# ACTIVITY
For each line of the listing that includes the word "graph", show the whole line.

*** INPUT DATA ***

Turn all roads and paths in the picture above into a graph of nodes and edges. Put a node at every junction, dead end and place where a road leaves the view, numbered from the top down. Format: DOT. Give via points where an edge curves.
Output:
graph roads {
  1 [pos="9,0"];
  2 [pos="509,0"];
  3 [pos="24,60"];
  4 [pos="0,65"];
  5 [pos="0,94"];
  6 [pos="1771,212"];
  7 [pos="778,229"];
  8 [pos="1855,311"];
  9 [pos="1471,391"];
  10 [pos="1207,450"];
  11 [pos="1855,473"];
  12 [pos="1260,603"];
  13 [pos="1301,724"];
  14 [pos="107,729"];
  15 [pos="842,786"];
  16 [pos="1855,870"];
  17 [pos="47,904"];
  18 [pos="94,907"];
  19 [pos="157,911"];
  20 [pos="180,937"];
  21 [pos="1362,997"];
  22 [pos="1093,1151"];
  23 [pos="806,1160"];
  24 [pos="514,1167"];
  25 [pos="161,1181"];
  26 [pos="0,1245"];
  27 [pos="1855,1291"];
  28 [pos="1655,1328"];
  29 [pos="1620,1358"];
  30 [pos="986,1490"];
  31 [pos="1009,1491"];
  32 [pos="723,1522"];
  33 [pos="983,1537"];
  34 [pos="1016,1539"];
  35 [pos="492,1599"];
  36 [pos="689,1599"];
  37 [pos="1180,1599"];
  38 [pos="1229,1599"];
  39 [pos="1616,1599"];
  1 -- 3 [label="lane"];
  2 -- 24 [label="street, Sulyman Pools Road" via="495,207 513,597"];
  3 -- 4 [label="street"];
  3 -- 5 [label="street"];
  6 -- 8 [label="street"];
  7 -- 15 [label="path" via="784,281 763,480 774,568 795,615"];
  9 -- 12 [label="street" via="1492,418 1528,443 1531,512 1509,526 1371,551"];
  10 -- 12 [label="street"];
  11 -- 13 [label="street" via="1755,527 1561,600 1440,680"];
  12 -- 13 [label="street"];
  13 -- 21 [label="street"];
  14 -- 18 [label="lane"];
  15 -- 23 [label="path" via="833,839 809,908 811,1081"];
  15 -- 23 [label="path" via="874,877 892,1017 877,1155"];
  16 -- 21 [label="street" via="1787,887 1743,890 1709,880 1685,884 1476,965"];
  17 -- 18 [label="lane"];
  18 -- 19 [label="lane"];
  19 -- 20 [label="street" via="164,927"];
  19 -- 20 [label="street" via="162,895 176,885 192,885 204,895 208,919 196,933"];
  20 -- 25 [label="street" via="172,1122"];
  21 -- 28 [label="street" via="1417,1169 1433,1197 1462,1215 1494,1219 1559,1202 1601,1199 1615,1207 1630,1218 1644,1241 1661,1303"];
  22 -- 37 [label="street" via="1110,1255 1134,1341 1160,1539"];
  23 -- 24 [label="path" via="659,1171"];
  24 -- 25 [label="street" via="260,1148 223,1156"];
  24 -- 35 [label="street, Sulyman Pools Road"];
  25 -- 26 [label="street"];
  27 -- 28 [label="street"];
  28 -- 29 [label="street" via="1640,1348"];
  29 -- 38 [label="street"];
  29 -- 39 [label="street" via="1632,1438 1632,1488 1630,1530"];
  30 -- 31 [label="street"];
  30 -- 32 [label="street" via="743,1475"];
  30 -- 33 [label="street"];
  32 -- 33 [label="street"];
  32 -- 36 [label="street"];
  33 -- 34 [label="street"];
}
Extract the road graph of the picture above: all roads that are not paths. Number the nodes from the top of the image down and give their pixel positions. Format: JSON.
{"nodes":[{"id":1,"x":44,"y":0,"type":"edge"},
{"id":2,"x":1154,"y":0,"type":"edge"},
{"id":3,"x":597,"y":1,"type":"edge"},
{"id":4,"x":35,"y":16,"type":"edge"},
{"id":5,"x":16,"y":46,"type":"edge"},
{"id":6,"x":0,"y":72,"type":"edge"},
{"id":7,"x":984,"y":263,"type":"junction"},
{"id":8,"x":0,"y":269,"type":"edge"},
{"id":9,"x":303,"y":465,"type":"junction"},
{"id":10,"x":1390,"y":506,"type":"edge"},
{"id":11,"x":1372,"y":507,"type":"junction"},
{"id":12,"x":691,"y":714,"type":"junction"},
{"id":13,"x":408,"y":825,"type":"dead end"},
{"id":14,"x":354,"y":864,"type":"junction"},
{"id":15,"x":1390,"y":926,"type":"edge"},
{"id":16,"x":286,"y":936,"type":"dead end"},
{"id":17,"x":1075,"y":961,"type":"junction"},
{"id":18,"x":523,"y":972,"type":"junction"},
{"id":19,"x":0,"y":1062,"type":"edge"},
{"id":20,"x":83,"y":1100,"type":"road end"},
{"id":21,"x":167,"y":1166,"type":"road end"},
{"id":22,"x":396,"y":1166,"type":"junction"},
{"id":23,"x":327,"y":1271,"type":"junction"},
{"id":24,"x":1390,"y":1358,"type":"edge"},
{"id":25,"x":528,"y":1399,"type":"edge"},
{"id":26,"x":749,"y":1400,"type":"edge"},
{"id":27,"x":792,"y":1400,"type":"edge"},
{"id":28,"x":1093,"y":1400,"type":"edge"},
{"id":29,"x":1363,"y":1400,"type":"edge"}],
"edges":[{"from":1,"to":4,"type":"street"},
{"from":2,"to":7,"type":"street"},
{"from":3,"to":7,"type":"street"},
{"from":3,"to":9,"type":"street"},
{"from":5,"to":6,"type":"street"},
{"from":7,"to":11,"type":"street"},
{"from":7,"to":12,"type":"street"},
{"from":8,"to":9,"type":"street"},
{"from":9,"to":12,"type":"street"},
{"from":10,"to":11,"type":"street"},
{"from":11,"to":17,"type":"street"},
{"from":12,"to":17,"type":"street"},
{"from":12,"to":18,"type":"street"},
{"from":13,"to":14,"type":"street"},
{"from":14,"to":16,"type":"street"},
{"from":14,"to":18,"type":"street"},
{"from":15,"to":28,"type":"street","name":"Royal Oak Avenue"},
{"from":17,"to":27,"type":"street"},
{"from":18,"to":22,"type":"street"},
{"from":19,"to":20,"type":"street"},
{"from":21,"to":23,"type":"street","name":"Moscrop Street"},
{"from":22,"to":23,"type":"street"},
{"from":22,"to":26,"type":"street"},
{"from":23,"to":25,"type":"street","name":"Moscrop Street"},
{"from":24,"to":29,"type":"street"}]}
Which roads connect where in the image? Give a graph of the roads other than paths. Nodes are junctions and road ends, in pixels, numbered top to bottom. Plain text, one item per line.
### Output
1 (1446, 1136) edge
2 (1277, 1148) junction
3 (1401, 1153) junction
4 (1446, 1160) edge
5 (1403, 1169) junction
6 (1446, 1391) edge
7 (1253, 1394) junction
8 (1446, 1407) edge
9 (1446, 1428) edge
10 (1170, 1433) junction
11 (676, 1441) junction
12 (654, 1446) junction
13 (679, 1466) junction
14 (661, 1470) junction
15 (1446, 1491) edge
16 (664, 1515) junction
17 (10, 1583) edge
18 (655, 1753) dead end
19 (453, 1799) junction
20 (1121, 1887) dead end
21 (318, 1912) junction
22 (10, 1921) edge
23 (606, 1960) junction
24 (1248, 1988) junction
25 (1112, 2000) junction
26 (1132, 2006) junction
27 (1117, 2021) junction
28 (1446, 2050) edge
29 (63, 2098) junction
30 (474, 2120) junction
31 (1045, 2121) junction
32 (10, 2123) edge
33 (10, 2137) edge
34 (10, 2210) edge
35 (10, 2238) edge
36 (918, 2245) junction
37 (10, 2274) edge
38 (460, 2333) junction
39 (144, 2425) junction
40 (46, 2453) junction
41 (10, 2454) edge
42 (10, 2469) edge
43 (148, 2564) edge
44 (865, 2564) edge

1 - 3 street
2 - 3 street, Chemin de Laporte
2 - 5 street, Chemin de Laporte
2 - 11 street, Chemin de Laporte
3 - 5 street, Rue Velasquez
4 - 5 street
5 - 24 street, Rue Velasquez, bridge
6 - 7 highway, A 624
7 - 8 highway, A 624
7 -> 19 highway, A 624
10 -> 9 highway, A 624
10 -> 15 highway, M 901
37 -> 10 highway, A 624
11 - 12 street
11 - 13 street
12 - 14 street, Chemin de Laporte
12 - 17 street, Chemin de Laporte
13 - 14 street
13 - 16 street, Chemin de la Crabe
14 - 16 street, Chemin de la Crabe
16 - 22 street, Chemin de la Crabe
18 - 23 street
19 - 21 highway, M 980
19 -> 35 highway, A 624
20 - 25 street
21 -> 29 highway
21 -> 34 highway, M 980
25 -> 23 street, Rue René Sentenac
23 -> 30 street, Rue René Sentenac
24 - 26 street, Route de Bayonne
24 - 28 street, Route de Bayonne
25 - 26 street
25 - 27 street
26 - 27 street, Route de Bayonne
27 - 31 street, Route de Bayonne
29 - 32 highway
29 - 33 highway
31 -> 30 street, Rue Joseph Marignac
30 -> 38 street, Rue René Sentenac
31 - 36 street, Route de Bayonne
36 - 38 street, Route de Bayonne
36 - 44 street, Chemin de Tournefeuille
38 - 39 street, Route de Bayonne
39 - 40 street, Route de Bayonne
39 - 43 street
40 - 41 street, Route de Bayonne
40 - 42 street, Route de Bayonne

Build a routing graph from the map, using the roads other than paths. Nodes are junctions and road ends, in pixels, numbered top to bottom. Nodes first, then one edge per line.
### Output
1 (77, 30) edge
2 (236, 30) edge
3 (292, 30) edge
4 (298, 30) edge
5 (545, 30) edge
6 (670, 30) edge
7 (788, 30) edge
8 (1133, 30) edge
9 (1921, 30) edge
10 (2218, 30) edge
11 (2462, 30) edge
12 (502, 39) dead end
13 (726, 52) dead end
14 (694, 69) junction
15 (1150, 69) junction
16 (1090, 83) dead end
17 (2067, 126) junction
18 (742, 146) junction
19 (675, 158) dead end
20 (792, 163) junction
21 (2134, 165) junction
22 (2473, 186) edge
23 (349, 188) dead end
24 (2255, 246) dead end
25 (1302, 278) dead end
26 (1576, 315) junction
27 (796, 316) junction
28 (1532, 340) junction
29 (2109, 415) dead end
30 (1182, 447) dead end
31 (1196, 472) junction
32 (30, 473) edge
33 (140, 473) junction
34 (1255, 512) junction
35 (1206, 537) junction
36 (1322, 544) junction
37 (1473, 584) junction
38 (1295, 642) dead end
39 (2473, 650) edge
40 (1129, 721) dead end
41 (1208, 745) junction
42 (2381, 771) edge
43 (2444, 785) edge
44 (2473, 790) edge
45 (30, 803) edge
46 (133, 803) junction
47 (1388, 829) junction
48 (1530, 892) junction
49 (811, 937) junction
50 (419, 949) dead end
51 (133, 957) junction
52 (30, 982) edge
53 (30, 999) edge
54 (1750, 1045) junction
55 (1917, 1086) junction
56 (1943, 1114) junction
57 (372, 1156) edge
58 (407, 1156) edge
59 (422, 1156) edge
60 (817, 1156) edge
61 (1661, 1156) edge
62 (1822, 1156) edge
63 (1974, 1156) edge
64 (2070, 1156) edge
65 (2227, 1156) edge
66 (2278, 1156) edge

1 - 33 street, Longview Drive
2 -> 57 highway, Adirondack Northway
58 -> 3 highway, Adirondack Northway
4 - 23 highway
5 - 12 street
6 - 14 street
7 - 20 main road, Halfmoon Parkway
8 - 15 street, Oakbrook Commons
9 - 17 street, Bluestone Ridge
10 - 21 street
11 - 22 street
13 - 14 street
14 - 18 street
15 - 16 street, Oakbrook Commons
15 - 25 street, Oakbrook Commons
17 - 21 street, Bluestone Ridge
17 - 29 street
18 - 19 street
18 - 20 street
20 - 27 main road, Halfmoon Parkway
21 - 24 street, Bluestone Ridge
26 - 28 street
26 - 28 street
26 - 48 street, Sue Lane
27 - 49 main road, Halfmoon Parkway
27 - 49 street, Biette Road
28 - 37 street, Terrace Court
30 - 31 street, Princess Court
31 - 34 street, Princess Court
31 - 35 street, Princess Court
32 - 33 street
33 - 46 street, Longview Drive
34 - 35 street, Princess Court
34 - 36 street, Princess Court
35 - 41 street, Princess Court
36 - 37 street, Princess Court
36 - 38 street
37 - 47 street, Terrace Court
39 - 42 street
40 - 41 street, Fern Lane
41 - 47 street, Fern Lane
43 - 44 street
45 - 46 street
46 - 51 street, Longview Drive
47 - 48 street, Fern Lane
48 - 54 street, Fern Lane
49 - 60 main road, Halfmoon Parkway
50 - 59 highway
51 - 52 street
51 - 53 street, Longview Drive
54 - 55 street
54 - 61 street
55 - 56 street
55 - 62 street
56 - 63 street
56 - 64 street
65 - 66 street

*** End of INPUT DATA ***

# RESPONSE TO THE TASK
Turn all roads and paths in the picture above into a graph of nodes and edges. Put a node at every junction, dead end and place where a road leaves the view, numbered from the top down. Format: DOT. Give via points where an edge curves.
graph roads {
Extract the road graph of the picture above: all roads that are not paths. Number the nodes from the top of the image down and give their pixel positions. Format: JSON.
Which roads connect where in the image? Give a graph of the roads other than paths. Nodes are junctions and road ends, in pixels, numbered top to bottom. Plain text, one item per line.
Build a routing graph from the map, using the roads other than paths. Nodes are junctions and road ends, in pixels, numbered top to bottom. Nodes first, then one edge per line.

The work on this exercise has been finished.